**Problem statement**
Please write out the data below once more, exactly as it stands.

*** Provided records ***

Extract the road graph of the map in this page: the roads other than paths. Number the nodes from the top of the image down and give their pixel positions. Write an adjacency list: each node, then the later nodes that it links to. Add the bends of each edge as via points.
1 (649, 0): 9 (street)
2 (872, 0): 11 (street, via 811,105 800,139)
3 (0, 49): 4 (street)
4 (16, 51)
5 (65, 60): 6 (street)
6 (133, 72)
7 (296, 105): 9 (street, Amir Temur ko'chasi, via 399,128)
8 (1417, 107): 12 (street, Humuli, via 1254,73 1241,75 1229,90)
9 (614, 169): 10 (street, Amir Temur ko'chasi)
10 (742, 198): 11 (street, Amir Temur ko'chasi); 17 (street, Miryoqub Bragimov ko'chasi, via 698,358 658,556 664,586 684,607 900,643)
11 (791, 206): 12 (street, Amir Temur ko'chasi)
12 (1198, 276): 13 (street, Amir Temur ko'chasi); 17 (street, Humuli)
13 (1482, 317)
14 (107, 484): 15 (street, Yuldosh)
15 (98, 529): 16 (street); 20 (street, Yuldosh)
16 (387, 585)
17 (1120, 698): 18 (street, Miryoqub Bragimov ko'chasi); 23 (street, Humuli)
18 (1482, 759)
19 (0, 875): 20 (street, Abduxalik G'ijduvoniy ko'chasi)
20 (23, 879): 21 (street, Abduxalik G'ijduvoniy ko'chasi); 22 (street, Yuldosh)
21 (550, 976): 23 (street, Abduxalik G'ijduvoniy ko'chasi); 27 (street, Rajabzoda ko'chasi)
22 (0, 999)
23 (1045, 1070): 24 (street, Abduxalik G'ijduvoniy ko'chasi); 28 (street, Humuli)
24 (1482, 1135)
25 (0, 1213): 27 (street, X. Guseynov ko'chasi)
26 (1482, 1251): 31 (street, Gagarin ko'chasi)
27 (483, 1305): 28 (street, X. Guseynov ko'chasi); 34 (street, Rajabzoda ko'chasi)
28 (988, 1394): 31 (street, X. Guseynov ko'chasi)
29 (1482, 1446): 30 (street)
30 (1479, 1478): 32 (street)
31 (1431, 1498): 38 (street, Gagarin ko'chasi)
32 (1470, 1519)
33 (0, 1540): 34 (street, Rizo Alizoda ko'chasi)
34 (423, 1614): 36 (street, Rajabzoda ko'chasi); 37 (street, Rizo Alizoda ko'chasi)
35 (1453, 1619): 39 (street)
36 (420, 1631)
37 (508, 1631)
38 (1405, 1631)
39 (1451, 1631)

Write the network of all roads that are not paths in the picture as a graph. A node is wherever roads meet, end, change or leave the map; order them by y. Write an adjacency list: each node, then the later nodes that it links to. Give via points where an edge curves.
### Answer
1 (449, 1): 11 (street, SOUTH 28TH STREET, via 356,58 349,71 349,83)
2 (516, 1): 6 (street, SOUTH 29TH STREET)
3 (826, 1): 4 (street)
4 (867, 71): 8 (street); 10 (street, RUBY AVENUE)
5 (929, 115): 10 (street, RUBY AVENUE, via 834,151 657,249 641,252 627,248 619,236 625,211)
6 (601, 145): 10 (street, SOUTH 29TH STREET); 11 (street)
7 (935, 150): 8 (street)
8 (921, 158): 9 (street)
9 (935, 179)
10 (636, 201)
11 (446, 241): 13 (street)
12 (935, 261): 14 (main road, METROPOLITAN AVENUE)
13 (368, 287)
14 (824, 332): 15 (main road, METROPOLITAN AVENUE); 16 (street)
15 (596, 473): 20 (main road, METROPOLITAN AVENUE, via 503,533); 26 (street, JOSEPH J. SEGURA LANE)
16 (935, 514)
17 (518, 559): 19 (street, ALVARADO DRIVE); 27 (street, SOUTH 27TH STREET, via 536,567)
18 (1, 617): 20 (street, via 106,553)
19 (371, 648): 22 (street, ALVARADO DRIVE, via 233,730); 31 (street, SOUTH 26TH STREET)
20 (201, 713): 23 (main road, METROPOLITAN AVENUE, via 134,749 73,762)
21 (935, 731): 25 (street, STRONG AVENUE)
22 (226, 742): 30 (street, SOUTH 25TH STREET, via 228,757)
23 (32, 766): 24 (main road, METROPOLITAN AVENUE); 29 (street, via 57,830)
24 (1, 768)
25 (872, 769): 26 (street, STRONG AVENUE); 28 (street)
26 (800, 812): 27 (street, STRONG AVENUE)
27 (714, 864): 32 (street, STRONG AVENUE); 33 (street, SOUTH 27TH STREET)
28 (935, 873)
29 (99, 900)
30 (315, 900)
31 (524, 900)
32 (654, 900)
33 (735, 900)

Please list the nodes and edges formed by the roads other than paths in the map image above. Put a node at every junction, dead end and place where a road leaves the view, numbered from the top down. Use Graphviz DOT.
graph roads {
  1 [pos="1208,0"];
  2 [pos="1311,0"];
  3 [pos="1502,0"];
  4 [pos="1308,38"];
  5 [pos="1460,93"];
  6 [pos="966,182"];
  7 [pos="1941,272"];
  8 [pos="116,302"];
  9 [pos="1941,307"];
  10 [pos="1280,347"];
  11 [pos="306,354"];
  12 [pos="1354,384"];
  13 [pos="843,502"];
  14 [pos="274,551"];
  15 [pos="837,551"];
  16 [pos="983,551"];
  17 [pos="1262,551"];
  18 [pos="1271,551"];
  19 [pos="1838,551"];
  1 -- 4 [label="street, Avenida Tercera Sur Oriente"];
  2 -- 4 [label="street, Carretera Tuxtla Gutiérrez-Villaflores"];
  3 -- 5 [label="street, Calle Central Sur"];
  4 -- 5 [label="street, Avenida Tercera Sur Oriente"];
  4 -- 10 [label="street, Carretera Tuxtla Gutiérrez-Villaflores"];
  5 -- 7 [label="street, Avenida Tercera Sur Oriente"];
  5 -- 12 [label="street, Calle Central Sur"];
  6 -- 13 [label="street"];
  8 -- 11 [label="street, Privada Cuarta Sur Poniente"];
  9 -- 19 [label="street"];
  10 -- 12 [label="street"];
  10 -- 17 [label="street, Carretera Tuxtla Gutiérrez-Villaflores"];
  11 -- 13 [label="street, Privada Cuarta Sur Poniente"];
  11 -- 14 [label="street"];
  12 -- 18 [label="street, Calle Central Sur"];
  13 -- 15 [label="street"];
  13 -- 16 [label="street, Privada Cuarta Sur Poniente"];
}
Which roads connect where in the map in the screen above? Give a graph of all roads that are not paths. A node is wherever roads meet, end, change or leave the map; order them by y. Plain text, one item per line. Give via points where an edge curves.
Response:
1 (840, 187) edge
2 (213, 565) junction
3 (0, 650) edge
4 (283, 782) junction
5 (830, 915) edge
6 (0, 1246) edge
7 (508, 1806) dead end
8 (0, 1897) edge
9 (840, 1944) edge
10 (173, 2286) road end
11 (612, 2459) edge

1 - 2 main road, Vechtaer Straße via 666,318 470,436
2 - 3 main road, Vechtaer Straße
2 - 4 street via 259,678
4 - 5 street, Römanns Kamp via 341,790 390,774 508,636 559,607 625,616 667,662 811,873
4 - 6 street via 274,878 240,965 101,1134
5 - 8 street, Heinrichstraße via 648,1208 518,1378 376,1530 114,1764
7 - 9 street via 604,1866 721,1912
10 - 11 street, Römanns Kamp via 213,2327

*** End of Provided records ***

**The completed task**
Extract the road graph of the map in this page: the roads other than paths. Number the nodes from the top of the image down and give their pixel positions. Write an adjacency list: each node, then the later nodes that it links to. Add the bends of each edge as via points.
1 (649, 0): 9 (street)
2 (872, 0): 11 (street, via 811,105 800,139)
3 (0, 49): 4 (street)
4 (16, 51)
5 (65, 60): 6 (street)
6 (133, 72)
7 (296, 105): 9 (street, Amir Temur ko'chasi, via 399,128)
8 (1417, 107): 12 (street, Humuli, via 1254,73 1241,75 1229,90)
9 (614, 169): 10 (street, Amir Temur ko'chasi)
10 (742, 198): 11 (street, Amir Temur ko'chasi); 17 (street, Miryoqub Bragimov ko'chasi, via 698,358 658,556 664,586 684,607 900,643)
11 (791, 206): 12 (street, Amir Temur ko'chasi)
12 (1198, 276): 13 (street, Amir Temur ko'chasi); 17 (street, Humuli)
13 (1482, 317)
14 (107, 484): 15 (street, Yuldosh)
15 (98, 529): 16 (street); 20 (street, Yuldosh)
16 (387, 585)
17 (1120, 698): 18 (street, Miryoqub Bragimov ko'chasi); 23 (street, Humuli)
18 (1482, 759)
19 (0, 875): 20 (street, Abduxalik G'ijduvoniy ko'chasi)
20 (23, 879): 21 (street, Abduxalik G'ijduvoniy ko'chasi); 22 (street, Yuldosh)
21 (550, 976): 23 (street, Abduxalik G'ijduvoniy ko'chasi); 27 (street, Rajabzoda ko'chasi)
22 (0, 999)
23 (1045, 1070): 24 (street, Abduxalik G'ijduvoniy ko'chasi); 28 (street, Humuli)
24 (1482, 1135)
25 (0, 1213): 27 (street, X. Guseynov ko'chasi)
26 (1482, 1251): 31 (street, Gagarin ko'chasi)
27 (483, 1305): 28 (street, X. Guseynov ko'chasi); 34 (street, Rajabzoda ko'chasi)
28 (988, 1394): 31 (street, X. Guseynov ko'chasi)
29 (1482, 1446): 30 (street)
30 (1479, 1478): 32 (street)
31 (1431, 1498): 38 (street, Gagarin ko'chasi)
32 (1470, 1519)
33 (0, 1540): 34 (street, Rizo Alizoda ko'chasi)
34 (423, 1614): 36 (street, Rajabzoda ko'chasi); 37 (street, Rizo Alizoda ko'chasi)
35 (1453, 1619): 39 (street)
36 (420, 1631)
37 (508, 1631)
38 (1405, 1631)
39 (1451, 1631)

Write the network of all roads that are not paths in the picture as a graph. A node is wherever roads meet, end, change or leave the map; order them by y. Write an adjacency list: each node, then the later nodes that it links to. Give via points where an edge curves.
### Answer
1 (449, 1): 11 (street, SOUTH 28TH STREET, via 356,58 349,71 349,83)
2 (516, 1): 6 (street, SOUTH 29TH STREET)
3 (826, 1): 4 (street)
4 (867, 71): 8 (street); 10 (street, RUBY AVENUE)
5 (929, 115): 10 (street, RUBY AVENUE, via 834,151 657,249 641,252 627,248 619,236 625,211)
6 (601, 145): 10 (street, SOUTH 29TH STREET); 11 (street)
7 (935, 150): 8 (street)
8 (921, 158): 9 (street)
9 (935, 179)
10 (636, 201)
11 (446, 241): 13 (street)
12 (935, 261): 14 (main road, METROPOLITAN AVENUE)
13 (368, 287)
14 (824, 332): 15 (main road, METROPOLITAN AVENUE); 16 (street)
15 (596, 473): 20 (main road, METROPOLITAN AVENUE, via 503,533); 26 (street, JOSEPH J. SEGURA LANE)
16 (935, 514)
17 (518, 559): 19 (street, ALVARADO DRIVE); 27 (street, SOUTH 27TH STREET, via 536,567)
18 (1, 617): 20 (street, via 106,553)
19 (371, 648): 22 (street, ALVARADO DRIVE, via 233,730); 31 (street, SOUTH 26TH STREET)
20 (201, 713): 23 (main road, METROPOLITAN AVENUE, via 134,749 73,762)
21 (935, 731): 25 (street, STRONG AVENUE)
22 (226, 742): 30 (street, SOUTH 25TH STREET, via 228,757)
23 (32, 766): 24 (main road, METROPOLITAN AVENUE); 29 (street, via 57,830)
24 (1, 768)
25 (872, 769): 26 (street, STRONG AVENUE); 28 (street)
26 (800, 812): 27 (street, STRONG AVENUE)
27 (714, 864): 32 (street, STRONG AVENUE); 33 (street, SOUTH 27TH STREET)
28 (935, 873)
29 (99, 900)
30 (315, 900)
31 (524, 900)
32 (654, 900)
33 (735, 900)

Please list the nodes and edges formed by the roads other than paths in the map image above. Put a node at every junction, dead end and place where a road leaves the view, numbered from the top down. Use Graphviz DOT.
graph roads {
  1 [pos="1208,0"];
  2 [pos="1311,0"];
  3 [pos="1502,0"];
  4 [pos="1308,38"];
  5 [pos="1460,93"];
  6 [pos="966,182"];
  7 [pos="1941,272"];
  8 [pos="116,302"];
  9 [pos="1941,307"];
  10 [pos="1280,347"];
  11 [pos="306,354"];
  12 [pos="1354,384"];
  13 [pos="843,502"];
  14 [pos="274,551"];
  15 [pos="837,551"];
  16 [pos="983,551"];
  17 [pos="1262,551"];
  18 [pos="1271,551"];
  19 [pos="1838,551"];
  1 -- 4 [label="street, Avenida Tercera Sur Oriente"];
  2 -- 4 [label="street, Carretera Tuxtla Gutiérrez-Villaflores"];
  3 -- 5 [label="street, Calle Central Sur"];
  4 -- 5 [label="street, Avenida Tercera Sur Oriente"];
  4 -- 10 [label="street, Carretera Tuxtla Gutiérrez-Villaflores"];
  5 -- 7 [label="street, Avenida Tercera Sur Oriente"];
  5 -- 12 [label="street, Calle Central Sur"];
  6 -- 13 [label="street"];
  8 -- 11 [label="street, Privada Cuarta Sur Poniente"];
  9 -- 19 [label="street"];
  10 -- 12 [label="street"];
  10 -- 17 [label="street, Carretera Tuxtla Gutiérrez-Villaflores"];
  11 -- 13 [label="street, Privada Cuarta Sur Poniente"];
  11 -- 14 [label="street"];
  12 -- 18 [label="street, Calle Central Sur"];
  13 -- 15 [label="street"];
  13 -- 16 [label="street, Privada Cuarta Sur Poniente"];
}
Which roads connect where in the map in the screen above? Give a graph of all roads that are not paths. A node is wherever roads meet, end, change or leave the map; order them by y. Plain text, one item per line. Give via points where an edge curves.
Response:
1 (840, 187) edge
2 (213, 565) junction
3 (0, 650) edge
4 (283, 782) junction
5 (830, 915) edge
6 (0, 1246) edge
7 (508, 1806) dead end
8 (0, 1897) edge
9 (840, 1944) edge
10 (173, 2286) road end
11 (612, 2459) edge

1 - 2 main road, Vechtaer Straße via 666,318 470,436
2 - 3 main road, Vechtaer Straße
2 - 4 street via 259,678
4 - 5 street, Römanns Kamp via 341,790 390,774 508,636 559,607 625,616 667,662 811,873
4 - 6 street via 274,878 240,965 101,1134
5 - 8 street, Heinrichstraße via 648,1208 518,1378 376,1530 114,1764
7 - 9 street via 604,1866 721,1912
10 - 11 street, Römanns Kamp via 213,2327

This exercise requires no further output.